Engineered Cell Therapy for Cancer Gets Green Light from FDA
On Wednesday (13 July), the FDA panel advisory committee announced that it backed Novartis’ (NVS) new gene therapy treatment.
The therapy treats patients with B-cell acute lymphoblastic leukaemia or ALL, reports Seeking Alpha. It is a new treatment known as CAR-T or chimeric antigen receptor T-cell therapy.
In simpler terms, the patients T-cells are taken out of the body and re-engineered to target and kill cancerous cells only in the body. Once this has been completed they are placed back into the patient, and the T-cells get to work and begin combatting against the cancer. CART-cells are built with proteins where they seek out cancer protein cells in the body that they destroy.

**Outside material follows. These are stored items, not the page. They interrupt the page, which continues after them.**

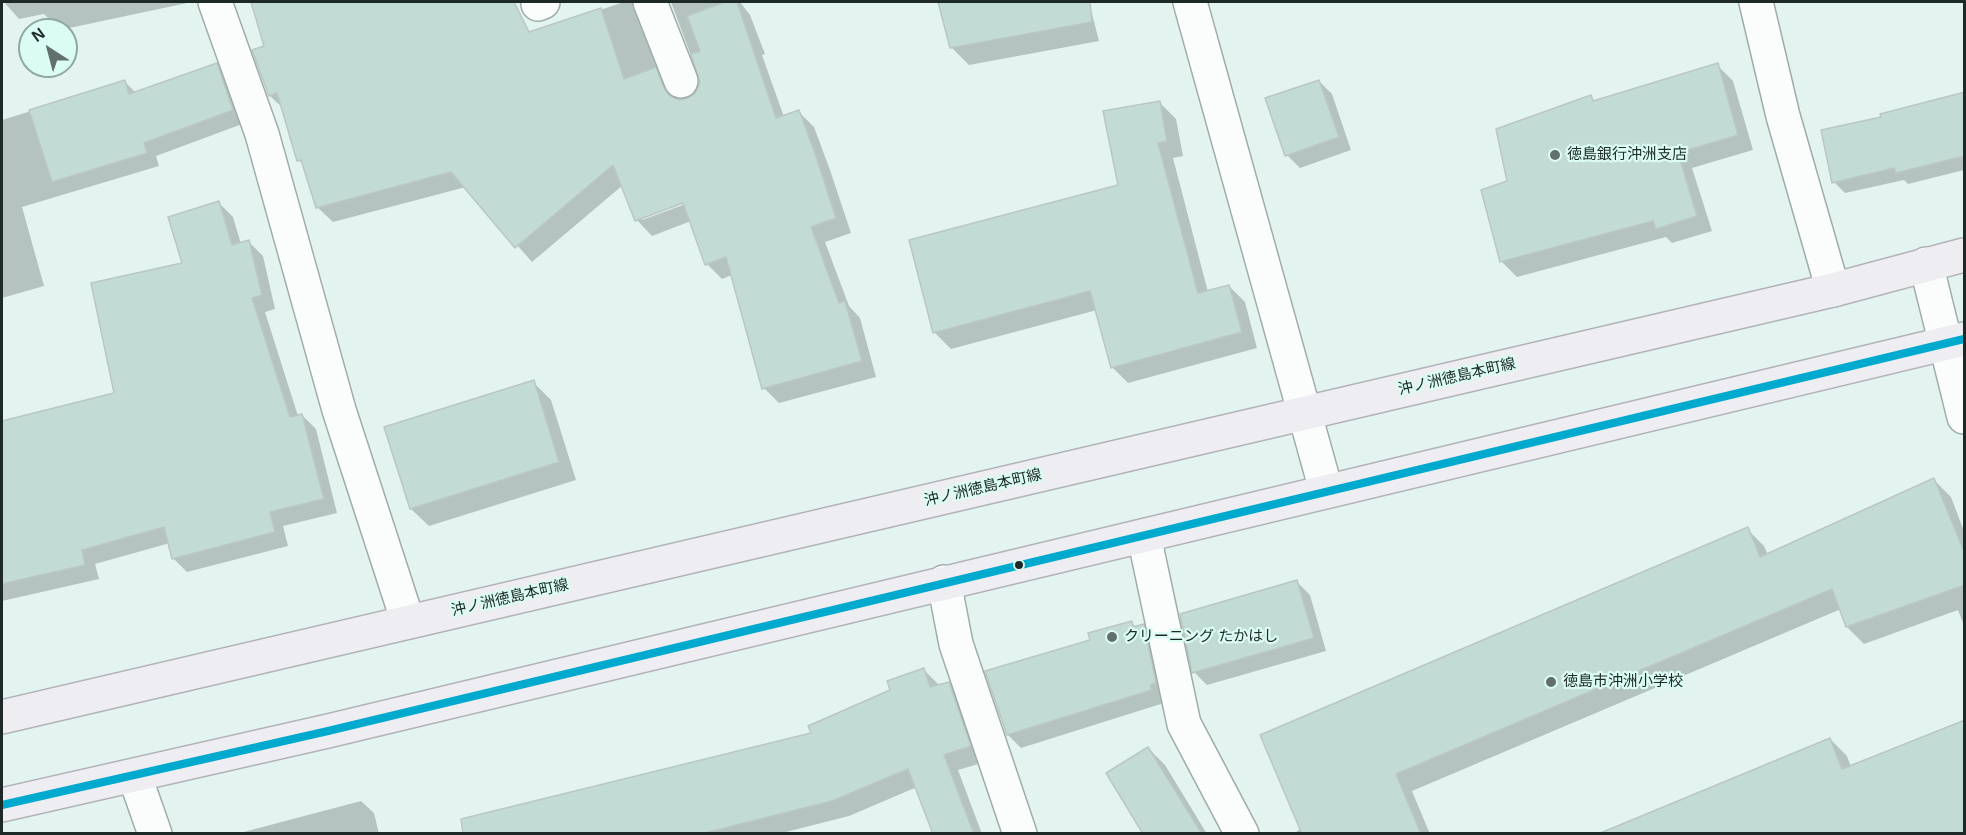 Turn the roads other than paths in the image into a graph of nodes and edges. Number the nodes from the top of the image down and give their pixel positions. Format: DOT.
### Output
graph roads {
  1 [pos="215,2"];
  2 [pos="650,2"];
  3 [pos="1190,2"];
  4 [pos="1756,2"];
  5 [pos="681,81"];
  6 [pos="1965,255"];
  7 [pos="1926,264"];
  8 [pos="1833,290"];
  9 [pos="1955,341"];
  10 [pos="1303,413"];
  11 [pos="1965,417"];
  12 [pos="1326,490"];
  13 [pos="1144,536"];
  14 [pos="944,582"];
  15 [pos="408,622"];
  16 [pos="2,717"];
  17 [pos="135,777"];
  18 [pos="2,805"];
  19 [pos="155,834"];
  20 [pos="1020,834"];
  21 [pos="1242,834"];
  1 -- 15 [label="street"];
  2 -- 5 [label="street"];
  3 -- 10 [label="street"];
  4 -- 8 [label="street"];
  6 -- 7 [label="main road, 沖ノ洲徳島本町線"];
  7 -- 8 [label="main road, 沖ノ洲徳島本町線"];
  7 -- 9 [label="street"];
  8 -- 10 [label="main road, 沖ノ洲徳島本町線"];
  9 -- 11 [label="street"];
  9 -- 12 [label="main road"];
  10 -- 12 [label="street"];
  10 -- 15 [label="main road, 沖ノ洲徳島本町線"];
  12 -- 13 [label="main road"];
  13 -- 14 [label="main road"];
  13 -- 21 [label="street"];
  14 -- 17 [label="main road"];
  14 -- 20 [label="street"];
  15 -- 16 [label="main road, 沖ノ洲徳島本町線"];
  17 -- 18 [label="main road"];
  17 -- 19 [label="street"];
} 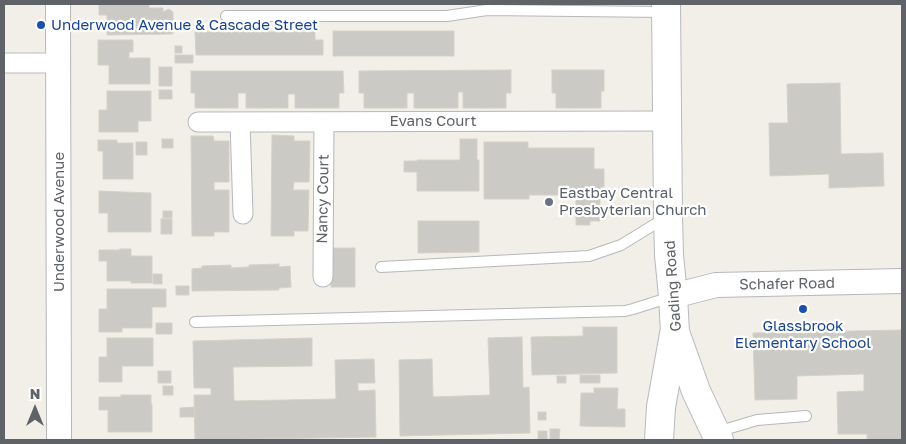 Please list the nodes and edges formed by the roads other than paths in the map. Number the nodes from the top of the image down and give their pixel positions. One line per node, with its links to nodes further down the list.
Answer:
1 (58, 4): 5 (street, Underwood Avenue)
2 (666, 8): 3 (lane); 6 (main road, Gading Road)
3 (226, 16)
4 (4, 63): 5 (street)
5 (58, 63): 20 (street, Underwood Avenue)
6 (668, 120): 9 (street, Evans Court); 11 (main road, Gading Road)
7 (198, 122): 8 (street, Evans Court)
8 (240, 122): 9 (street, Evans Court); 10 (street)
9 (324, 122): 13 (street, Nancy Court)
10 (243, 214)
11 (668, 216): 12 (lane); 15 (main road, Gading Road)
12 (381, 268)
13 (323, 277)
14 (902, 281): 15 (street, Schafer Road)
15 (674, 296): 16 (lane); 17 (main road, Gading Road)
16 (195, 322)
17 (674, 332): 19 (main road, Gading Road); 21 (main road)
18 (806, 416): 19 (lane)
19 (718, 436)
20 (59, 440)
21 (659, 440) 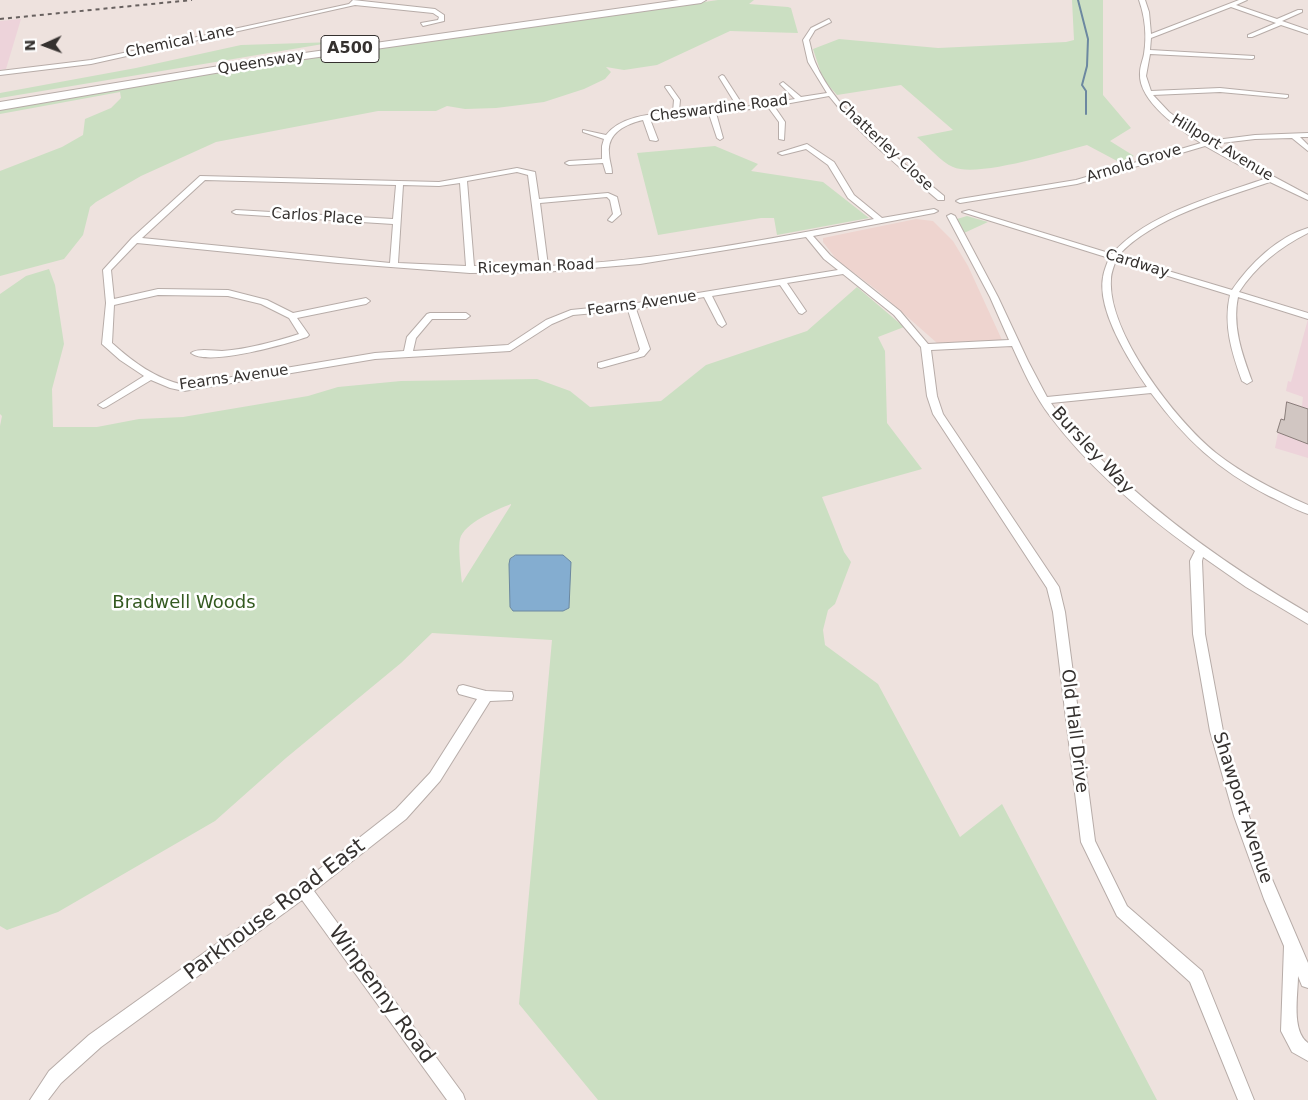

The backing is a great success for the company, as this is the first CAR-T therapy to be recommended for FDA possible approval. The potential of this treatment is exciting; especially for children and young adults with B-cell ALL, as they would only need to be treated once and afterwards the therapy would work on its own accord. An issue hanging over the benefits is cost, some analysts expect it could cost up to $500,000.
However, at current despite receiving backing from the FDA, the body has until 3 October 2017 to decide if it wants to approve CTL019. The panel recommended 10-0 that the treatment should be approved by the FDA. It had ruled that the benefits of the patients receiving this treatment outweigh the overall risks.
The panel recommended CTL019 because of the positive clinical findings from a phase 2 trials, known as the ELIANA study. This is the first of its kind due to being the first global paediatric CAR-T cell therapy registration trial. Ultimately, the trial achieved statistical significance at the end of the study. Throughout the study was looking for an improvement in complete remission or complete remission with incomplete blood count recovery over time with treatment of CTL019.